Title :
Network on Chip optimization based on surrogate model assisted evolutionary algorithms
Author :
Mengyuan Wu ; Karkar, AbdelGhani ; Bo Liu ; Yakovlev, Alex ; Gielen, G. ; Grout, Vic
Author_Institution :
Fac. of Eng. Technol., Katholieke Univ. Leuven, Leuven, Belgium
Abstract :
Network-on-Chip (NoC) design is attracting more and more attention nowadays, but there is a lack of design optimization method due to the computationally very expensive simulations of NoC. To address this problem, an algorithm, called NoC design optimization based on Gaussian process model assisted differential evolution (NDPAD), is presented. Using the surrogate model-aware evolutionary search (SMAS) framework with the tournament selection based constraint handling method, NDPAD can obtain satisfactory solutions using a limited number of expensive simulations. The evolutionary search strategies and training data selection methods are then investigated to handle integer design parameters in NoC design optimization problems.
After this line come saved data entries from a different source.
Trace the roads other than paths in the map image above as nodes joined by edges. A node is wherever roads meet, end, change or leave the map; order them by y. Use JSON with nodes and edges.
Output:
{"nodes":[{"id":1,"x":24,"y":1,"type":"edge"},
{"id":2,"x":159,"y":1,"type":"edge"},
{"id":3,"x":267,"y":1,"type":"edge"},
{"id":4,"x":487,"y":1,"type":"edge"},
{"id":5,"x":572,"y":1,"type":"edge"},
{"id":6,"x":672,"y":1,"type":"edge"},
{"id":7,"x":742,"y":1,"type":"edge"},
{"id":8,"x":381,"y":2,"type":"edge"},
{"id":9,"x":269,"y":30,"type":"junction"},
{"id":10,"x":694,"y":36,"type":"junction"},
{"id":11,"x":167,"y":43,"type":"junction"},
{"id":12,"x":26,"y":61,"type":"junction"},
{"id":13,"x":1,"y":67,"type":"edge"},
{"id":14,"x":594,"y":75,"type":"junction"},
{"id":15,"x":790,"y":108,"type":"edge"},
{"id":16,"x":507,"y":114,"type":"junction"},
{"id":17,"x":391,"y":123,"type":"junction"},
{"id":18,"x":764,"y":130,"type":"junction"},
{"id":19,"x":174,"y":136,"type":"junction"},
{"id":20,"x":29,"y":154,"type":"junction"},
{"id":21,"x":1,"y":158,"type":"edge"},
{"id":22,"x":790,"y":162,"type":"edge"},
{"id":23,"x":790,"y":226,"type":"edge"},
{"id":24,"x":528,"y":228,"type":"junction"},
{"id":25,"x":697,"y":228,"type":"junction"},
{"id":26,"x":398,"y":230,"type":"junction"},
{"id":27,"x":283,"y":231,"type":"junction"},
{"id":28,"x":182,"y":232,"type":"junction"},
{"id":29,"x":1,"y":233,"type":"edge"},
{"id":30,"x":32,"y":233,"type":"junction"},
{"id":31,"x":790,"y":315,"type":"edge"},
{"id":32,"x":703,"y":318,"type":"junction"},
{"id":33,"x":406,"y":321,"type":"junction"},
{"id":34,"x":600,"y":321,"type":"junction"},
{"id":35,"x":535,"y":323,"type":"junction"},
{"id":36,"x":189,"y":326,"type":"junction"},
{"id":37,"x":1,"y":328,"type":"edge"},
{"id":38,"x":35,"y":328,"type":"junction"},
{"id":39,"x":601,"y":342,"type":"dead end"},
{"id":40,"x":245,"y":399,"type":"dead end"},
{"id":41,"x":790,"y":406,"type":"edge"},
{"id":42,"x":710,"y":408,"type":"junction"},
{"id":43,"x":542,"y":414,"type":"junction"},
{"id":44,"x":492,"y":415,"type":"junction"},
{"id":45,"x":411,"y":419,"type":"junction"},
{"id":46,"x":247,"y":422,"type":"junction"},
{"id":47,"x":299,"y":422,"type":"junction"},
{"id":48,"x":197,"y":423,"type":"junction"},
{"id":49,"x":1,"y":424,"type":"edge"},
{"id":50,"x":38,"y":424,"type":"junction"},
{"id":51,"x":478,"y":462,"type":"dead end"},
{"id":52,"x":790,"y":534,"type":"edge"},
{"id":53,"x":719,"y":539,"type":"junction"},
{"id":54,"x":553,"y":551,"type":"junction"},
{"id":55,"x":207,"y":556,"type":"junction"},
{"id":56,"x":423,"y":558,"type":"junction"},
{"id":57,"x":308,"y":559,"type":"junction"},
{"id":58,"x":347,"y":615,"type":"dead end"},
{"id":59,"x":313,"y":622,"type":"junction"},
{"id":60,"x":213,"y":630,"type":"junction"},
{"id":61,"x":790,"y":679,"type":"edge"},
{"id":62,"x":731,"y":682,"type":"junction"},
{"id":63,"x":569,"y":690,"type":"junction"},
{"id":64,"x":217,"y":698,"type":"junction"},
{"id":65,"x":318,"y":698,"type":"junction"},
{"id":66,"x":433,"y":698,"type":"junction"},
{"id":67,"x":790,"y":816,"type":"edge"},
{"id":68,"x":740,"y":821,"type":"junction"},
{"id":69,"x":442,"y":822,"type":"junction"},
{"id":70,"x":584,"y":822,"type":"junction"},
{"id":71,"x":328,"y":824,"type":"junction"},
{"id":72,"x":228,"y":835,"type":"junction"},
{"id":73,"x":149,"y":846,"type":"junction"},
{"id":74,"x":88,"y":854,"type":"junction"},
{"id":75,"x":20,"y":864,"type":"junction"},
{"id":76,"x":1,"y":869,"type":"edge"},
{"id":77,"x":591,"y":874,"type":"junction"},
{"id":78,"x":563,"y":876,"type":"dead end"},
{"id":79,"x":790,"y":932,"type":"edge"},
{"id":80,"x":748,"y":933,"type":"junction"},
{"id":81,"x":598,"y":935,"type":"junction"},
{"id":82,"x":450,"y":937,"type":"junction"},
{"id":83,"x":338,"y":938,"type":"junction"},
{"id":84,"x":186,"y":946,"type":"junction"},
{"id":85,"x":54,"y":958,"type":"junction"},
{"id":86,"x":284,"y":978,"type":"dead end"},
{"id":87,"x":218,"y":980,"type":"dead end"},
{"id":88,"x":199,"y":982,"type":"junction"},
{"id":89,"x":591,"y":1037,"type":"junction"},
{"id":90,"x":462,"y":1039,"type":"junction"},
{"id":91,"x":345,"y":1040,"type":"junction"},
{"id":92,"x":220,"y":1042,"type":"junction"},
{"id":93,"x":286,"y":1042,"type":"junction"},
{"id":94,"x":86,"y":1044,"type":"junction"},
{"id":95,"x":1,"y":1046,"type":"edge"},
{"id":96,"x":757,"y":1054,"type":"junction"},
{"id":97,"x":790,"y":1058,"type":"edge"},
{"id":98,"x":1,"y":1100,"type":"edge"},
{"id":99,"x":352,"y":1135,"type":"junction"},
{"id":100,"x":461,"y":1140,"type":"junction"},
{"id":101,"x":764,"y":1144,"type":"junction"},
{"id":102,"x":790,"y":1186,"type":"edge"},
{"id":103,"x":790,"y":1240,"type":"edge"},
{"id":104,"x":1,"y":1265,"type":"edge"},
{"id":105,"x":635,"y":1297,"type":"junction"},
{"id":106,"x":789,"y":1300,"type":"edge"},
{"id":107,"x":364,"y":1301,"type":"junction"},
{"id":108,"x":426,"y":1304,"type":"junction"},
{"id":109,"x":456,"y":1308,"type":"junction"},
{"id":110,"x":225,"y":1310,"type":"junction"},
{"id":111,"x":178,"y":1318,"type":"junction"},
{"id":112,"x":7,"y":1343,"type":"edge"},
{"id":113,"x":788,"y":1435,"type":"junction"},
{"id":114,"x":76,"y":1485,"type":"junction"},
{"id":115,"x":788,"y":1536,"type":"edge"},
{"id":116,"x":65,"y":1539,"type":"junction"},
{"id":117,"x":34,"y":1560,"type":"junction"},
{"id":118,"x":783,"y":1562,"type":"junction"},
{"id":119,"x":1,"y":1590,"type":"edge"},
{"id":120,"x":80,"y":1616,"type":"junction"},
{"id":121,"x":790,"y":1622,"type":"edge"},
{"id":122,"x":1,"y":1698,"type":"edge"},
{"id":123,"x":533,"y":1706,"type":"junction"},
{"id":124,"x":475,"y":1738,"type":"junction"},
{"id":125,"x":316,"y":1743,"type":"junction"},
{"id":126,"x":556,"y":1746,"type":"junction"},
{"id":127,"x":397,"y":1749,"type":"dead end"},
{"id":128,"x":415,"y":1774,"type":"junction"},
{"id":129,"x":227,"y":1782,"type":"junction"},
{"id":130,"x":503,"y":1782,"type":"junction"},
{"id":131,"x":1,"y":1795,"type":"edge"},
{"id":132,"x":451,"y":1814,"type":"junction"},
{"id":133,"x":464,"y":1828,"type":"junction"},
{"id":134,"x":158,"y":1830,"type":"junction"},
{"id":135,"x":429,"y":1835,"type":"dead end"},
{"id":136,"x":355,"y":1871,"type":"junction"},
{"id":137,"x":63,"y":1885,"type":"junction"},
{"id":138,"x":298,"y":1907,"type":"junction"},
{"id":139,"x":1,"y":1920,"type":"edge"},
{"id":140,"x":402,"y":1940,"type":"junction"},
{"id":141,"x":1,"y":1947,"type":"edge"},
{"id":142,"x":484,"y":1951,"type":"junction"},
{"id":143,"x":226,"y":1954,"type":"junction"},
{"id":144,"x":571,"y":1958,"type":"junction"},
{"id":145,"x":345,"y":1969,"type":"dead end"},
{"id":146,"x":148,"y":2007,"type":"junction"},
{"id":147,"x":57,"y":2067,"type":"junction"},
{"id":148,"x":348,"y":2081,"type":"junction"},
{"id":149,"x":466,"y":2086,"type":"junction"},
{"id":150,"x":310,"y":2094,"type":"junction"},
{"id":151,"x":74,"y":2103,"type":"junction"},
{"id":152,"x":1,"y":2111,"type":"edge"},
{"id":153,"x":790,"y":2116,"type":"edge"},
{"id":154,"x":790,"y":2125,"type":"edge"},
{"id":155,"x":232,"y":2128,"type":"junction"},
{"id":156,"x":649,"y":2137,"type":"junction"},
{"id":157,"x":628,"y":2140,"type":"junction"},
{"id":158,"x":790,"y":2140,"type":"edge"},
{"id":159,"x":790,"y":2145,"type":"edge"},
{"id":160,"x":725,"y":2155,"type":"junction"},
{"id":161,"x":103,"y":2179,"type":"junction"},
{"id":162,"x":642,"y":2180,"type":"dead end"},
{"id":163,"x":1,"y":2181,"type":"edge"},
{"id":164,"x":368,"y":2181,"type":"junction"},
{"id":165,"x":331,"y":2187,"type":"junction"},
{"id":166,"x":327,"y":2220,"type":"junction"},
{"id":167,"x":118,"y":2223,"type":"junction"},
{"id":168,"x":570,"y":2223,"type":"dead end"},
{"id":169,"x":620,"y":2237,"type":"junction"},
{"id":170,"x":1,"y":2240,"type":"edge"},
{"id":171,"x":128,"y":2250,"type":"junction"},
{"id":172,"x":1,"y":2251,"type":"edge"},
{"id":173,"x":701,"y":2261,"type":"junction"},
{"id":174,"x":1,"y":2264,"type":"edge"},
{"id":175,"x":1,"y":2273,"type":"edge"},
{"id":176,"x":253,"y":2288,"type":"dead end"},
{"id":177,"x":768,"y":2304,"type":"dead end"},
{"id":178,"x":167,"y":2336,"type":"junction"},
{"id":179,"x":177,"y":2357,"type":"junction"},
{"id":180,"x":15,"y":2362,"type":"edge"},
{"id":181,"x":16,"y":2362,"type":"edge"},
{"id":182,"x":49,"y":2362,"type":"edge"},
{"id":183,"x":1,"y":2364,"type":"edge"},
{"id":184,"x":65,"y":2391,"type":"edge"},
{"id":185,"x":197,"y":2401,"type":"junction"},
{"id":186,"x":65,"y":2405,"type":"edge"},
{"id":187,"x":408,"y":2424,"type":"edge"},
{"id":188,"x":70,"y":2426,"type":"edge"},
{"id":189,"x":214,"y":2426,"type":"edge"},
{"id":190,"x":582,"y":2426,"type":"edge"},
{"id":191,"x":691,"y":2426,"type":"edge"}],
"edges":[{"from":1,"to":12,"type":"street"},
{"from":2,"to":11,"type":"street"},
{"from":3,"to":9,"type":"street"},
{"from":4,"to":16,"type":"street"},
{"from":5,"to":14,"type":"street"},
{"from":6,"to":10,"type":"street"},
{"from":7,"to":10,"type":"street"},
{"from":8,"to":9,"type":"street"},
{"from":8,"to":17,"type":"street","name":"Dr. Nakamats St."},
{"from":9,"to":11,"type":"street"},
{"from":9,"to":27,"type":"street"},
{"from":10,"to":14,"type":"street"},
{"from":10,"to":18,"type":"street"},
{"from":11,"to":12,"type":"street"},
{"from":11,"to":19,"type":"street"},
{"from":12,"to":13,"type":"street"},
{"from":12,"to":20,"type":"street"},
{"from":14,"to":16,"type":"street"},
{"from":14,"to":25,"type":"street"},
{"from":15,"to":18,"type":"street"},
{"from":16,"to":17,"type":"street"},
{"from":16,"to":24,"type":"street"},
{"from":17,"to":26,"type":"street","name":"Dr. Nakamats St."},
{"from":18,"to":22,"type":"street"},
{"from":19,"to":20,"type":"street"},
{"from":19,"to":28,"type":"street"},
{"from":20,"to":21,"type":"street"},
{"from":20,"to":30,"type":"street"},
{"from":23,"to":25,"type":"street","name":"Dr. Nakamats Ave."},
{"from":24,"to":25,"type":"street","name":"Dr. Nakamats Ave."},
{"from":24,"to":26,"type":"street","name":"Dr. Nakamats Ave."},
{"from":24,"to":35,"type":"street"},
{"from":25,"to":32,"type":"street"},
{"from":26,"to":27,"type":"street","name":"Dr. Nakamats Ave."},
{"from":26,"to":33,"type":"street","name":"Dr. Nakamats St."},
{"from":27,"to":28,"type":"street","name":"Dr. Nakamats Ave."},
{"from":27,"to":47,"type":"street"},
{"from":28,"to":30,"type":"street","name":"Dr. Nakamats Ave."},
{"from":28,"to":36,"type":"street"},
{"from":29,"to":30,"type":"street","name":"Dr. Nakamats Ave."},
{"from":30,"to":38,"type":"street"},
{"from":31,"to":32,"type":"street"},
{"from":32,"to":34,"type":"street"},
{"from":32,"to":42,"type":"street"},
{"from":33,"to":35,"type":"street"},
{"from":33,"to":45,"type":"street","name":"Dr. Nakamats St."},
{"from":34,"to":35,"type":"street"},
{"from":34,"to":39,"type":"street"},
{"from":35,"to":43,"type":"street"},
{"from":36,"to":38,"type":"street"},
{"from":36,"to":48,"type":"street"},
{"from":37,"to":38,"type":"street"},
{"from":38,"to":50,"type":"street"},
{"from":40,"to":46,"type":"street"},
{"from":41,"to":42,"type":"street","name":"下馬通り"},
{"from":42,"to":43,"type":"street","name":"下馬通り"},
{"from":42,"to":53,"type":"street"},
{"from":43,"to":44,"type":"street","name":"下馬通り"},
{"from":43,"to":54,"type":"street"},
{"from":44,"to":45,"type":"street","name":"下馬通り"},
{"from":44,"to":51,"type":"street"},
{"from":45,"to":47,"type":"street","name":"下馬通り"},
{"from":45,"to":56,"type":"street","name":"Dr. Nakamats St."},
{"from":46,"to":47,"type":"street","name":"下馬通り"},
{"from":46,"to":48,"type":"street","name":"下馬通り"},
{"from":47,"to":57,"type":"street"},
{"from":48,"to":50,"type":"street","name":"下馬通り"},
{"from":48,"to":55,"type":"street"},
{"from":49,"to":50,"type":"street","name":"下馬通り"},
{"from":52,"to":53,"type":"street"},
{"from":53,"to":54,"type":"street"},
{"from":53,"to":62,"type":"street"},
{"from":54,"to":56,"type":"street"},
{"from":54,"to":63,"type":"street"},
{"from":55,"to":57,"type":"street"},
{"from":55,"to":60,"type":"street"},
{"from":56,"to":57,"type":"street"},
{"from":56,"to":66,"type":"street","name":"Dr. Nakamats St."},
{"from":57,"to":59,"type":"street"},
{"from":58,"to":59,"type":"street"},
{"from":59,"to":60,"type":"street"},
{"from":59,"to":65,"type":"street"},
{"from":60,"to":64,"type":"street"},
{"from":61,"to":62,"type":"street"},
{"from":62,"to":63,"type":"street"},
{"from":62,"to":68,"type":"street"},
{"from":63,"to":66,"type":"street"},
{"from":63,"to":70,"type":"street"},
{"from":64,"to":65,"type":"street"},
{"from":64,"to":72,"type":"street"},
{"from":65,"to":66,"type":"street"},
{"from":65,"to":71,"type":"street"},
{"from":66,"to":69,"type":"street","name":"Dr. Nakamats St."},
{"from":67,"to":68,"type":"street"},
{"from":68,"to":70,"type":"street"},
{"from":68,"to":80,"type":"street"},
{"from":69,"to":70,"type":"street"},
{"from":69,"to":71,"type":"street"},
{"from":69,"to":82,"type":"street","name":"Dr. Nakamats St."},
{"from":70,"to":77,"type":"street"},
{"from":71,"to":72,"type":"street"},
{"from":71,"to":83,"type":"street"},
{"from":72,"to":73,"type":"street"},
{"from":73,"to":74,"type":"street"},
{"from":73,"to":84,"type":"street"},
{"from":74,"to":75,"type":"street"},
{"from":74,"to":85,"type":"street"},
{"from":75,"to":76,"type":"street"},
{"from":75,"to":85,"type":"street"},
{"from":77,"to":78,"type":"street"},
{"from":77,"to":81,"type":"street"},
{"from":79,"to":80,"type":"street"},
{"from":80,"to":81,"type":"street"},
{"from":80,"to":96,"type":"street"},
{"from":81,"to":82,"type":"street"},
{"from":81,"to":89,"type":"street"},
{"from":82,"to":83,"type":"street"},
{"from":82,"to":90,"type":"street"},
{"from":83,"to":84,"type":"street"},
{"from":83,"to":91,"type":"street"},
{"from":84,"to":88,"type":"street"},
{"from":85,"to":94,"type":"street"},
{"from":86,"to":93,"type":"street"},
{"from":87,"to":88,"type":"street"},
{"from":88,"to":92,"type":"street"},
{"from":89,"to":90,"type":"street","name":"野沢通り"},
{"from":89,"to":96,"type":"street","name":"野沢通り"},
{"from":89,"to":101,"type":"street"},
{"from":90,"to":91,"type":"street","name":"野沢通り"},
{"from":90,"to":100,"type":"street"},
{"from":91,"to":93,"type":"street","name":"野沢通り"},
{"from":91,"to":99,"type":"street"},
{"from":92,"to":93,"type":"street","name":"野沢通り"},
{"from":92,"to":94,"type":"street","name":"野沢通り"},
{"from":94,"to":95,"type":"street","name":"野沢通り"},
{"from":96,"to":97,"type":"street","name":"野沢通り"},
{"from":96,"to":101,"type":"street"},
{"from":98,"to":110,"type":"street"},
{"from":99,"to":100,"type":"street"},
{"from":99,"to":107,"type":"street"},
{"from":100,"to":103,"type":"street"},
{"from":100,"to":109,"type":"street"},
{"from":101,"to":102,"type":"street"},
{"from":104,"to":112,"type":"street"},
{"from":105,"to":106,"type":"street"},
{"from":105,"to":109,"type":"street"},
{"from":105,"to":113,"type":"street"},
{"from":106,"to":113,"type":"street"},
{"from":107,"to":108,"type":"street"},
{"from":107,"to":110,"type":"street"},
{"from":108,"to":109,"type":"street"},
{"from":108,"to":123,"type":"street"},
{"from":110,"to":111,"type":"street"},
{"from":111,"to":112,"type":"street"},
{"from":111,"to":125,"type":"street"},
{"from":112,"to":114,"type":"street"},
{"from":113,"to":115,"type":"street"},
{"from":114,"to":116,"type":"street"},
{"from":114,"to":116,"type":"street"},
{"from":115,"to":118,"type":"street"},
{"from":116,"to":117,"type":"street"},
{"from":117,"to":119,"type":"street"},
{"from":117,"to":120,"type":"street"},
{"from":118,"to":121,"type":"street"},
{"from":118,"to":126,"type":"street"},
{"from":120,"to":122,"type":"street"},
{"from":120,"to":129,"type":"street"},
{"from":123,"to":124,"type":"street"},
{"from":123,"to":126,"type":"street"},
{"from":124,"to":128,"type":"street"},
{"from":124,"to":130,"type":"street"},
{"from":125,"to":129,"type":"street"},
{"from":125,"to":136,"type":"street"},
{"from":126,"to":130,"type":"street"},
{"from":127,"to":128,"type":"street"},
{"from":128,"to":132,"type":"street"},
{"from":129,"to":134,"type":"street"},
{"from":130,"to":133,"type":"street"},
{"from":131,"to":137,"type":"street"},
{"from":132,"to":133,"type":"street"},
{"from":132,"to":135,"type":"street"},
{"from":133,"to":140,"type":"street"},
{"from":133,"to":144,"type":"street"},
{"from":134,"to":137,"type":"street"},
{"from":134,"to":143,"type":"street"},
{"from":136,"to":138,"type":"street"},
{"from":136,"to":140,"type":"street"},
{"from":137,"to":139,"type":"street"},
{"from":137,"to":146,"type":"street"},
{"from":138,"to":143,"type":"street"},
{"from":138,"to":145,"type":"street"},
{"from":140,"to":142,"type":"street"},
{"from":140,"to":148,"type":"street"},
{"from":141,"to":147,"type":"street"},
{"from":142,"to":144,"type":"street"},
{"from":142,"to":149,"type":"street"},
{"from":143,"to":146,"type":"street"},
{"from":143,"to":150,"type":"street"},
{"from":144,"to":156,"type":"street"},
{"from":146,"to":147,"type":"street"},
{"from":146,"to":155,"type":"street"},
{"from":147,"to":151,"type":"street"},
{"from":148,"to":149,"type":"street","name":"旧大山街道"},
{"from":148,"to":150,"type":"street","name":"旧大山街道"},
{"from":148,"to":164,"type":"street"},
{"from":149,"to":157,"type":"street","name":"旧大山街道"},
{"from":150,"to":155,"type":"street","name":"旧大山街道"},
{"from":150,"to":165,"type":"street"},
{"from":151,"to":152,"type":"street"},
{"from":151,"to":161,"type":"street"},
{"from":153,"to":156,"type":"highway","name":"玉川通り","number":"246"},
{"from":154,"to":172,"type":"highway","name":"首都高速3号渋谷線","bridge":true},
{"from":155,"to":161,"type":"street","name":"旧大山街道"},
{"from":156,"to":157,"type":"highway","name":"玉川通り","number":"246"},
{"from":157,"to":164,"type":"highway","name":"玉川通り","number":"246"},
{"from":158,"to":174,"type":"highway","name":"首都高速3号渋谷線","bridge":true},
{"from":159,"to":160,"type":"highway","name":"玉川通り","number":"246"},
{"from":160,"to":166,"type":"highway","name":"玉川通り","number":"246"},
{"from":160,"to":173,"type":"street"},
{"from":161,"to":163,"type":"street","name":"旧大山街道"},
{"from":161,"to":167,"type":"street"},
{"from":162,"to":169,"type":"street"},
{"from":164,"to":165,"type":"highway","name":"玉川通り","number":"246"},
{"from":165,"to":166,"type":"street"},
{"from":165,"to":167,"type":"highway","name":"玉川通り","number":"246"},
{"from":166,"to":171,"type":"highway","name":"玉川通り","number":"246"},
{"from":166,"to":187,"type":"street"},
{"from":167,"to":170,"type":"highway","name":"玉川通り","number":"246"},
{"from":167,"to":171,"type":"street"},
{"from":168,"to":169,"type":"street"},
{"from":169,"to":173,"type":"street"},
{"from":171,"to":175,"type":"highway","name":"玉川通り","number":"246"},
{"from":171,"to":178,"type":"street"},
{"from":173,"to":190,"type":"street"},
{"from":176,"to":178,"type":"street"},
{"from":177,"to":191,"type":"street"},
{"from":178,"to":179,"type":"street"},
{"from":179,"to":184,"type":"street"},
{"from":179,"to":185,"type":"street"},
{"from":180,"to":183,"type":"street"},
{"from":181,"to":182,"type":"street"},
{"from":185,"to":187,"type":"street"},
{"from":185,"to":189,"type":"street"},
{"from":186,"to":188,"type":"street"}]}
Comparison shows that comparable or even better design solutions can be obtained compared to standard EAs, and much less computation effort is needed.
Keywords :
Gaussian processes; evolutionary computation; logic design; network-on-chip; search problems; Gaussian process model assisted differential evolution; NDPAD; NoC design; NoC simulation; SMAS framework; network-on-chip optimization; surrogate model assisted evolutionary algorithm; surrogate model-aware evolutionary search framework; tournament selection based constraint handling method; Computational modeling; Design optimization; Sociology; Standards; Statistics; Training data;
Conference_Titel :
Evolutionary Computation (CEC), 2014 IEEE Congress on
Conference_Location :
Beijing
Print_ISBN :
978-1-4799-6626-4
DOI :
10.1109/CEC.2014.6900559